Records shown:
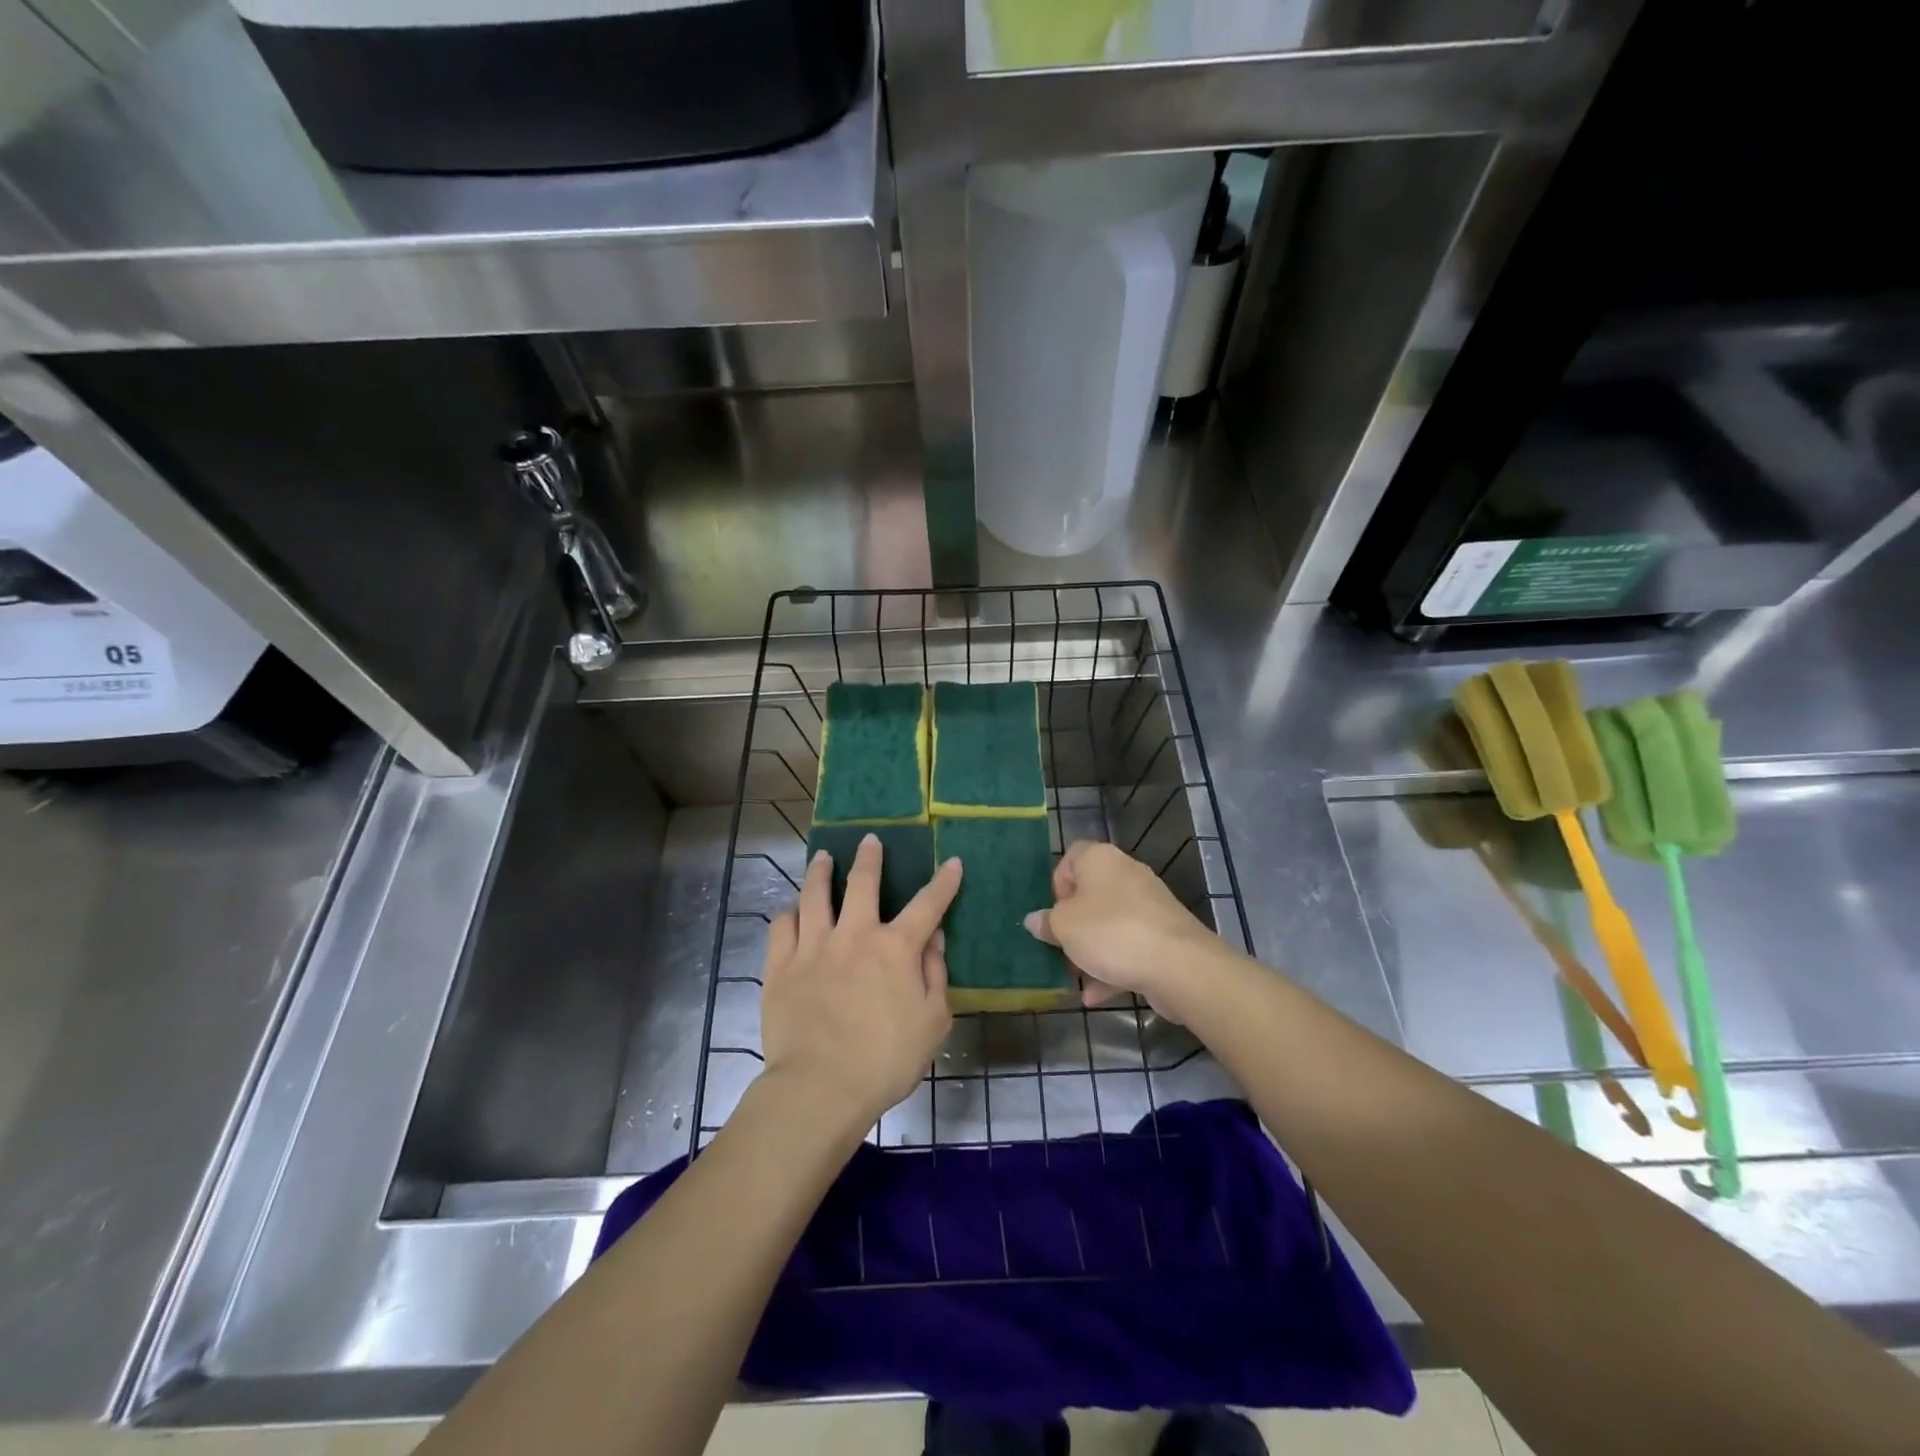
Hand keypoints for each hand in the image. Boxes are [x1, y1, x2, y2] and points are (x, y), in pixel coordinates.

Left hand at [760, 834, 960, 1130]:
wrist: (820, 1087)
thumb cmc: (885, 1060)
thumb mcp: (933, 1022)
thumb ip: (935, 974)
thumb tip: (935, 938)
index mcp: (896, 948)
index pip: (928, 904)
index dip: (944, 882)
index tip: (954, 862)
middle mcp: (855, 935)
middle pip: (862, 883)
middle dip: (870, 858)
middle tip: (870, 839)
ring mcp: (813, 947)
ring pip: (815, 894)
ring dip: (820, 871)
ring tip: (822, 857)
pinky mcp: (780, 966)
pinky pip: (782, 926)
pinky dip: (789, 913)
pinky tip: (792, 909)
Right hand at [1024, 840, 1218, 1020]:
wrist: (1179, 965)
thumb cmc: (1111, 933)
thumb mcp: (1064, 927)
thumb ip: (1046, 922)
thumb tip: (1035, 919)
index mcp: (1100, 859)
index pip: (1072, 856)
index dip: (1057, 883)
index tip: (1052, 913)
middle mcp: (1127, 874)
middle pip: (1091, 893)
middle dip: (1073, 923)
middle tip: (1059, 947)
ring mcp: (1149, 906)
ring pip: (1109, 924)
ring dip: (1090, 949)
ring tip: (1074, 977)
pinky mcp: (1163, 936)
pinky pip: (1129, 947)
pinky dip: (1112, 968)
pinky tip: (1095, 996)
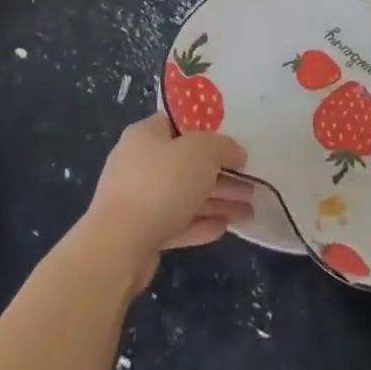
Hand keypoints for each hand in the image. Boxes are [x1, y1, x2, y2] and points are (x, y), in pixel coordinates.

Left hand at [85, 114, 253, 284]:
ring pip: (185, 196)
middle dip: (222, 175)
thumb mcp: (202, 152)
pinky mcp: (140, 232)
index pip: (179, 124)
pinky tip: (224, 229)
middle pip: (187, 164)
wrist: (119, 246)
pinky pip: (177, 222)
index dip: (209, 131)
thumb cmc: (161, 184)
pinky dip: (200, 224)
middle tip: (251, 186)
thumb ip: (223, 147)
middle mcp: (139, 163)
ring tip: (248, 213)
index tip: (234, 144)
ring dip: (218, 202)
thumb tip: (236, 152)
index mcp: (146, 135)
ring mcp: (138, 199)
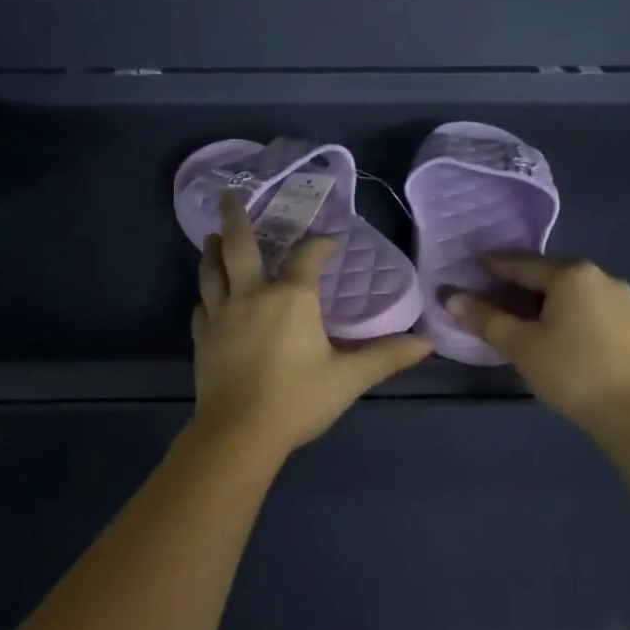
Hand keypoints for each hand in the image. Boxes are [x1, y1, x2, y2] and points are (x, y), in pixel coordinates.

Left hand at [192, 195, 430, 459]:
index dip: (320, 245)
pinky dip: (207, 294)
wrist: (239, 434)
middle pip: (239, 246)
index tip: (329, 244)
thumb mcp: (348, 378)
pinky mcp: (202, 337)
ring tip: (212, 236)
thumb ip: (386, 357)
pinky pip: (202, 305)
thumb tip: (427, 343)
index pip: (307, 256)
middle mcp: (252, 295)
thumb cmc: (297, 400)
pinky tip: (209, 296)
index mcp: (291, 298)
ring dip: (213, 249)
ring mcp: (221, 314)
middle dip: (236, 218)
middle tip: (230, 195)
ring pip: (212, 271)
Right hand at [448, 254, 629, 432]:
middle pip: (547, 274)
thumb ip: (484, 318)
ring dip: (541, 299)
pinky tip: (552, 330)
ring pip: (568, 291)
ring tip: (518, 317)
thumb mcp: (520, 345)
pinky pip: (586, 305)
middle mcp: (599, 275)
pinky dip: (564, 311)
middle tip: (489, 298)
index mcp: (571, 274)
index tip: (470, 270)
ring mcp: (620, 297)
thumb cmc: (571, 372)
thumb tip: (451, 298)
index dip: (492, 267)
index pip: (521, 263)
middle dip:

How to complete this task: For every line of the material above that contains the word "hand", show the line.

Your solution:
Hand keypoints for each hand in the image. Boxes are [x1, y1, x2, y2] and points are (x, y), in pixel coordinates.
Left hand at [760, 834, 960, 1130]:
Right hand at [1024, 840, 1218, 1020]:
Hand keypoints for each hand in the image. Boxes are [x1, y1, x2, y2] and points are (x, y), in pixel coordinates.
Left hand at [85, 114, 253, 284]:
Hand keypoints for each hand in the image. Boxes are [x1, y1, x2, y2] and points are (x, y), in pixel coordinates.
Left hand at [192, 195, 430, 459]:
Right hand at [448, 254, 629, 432]:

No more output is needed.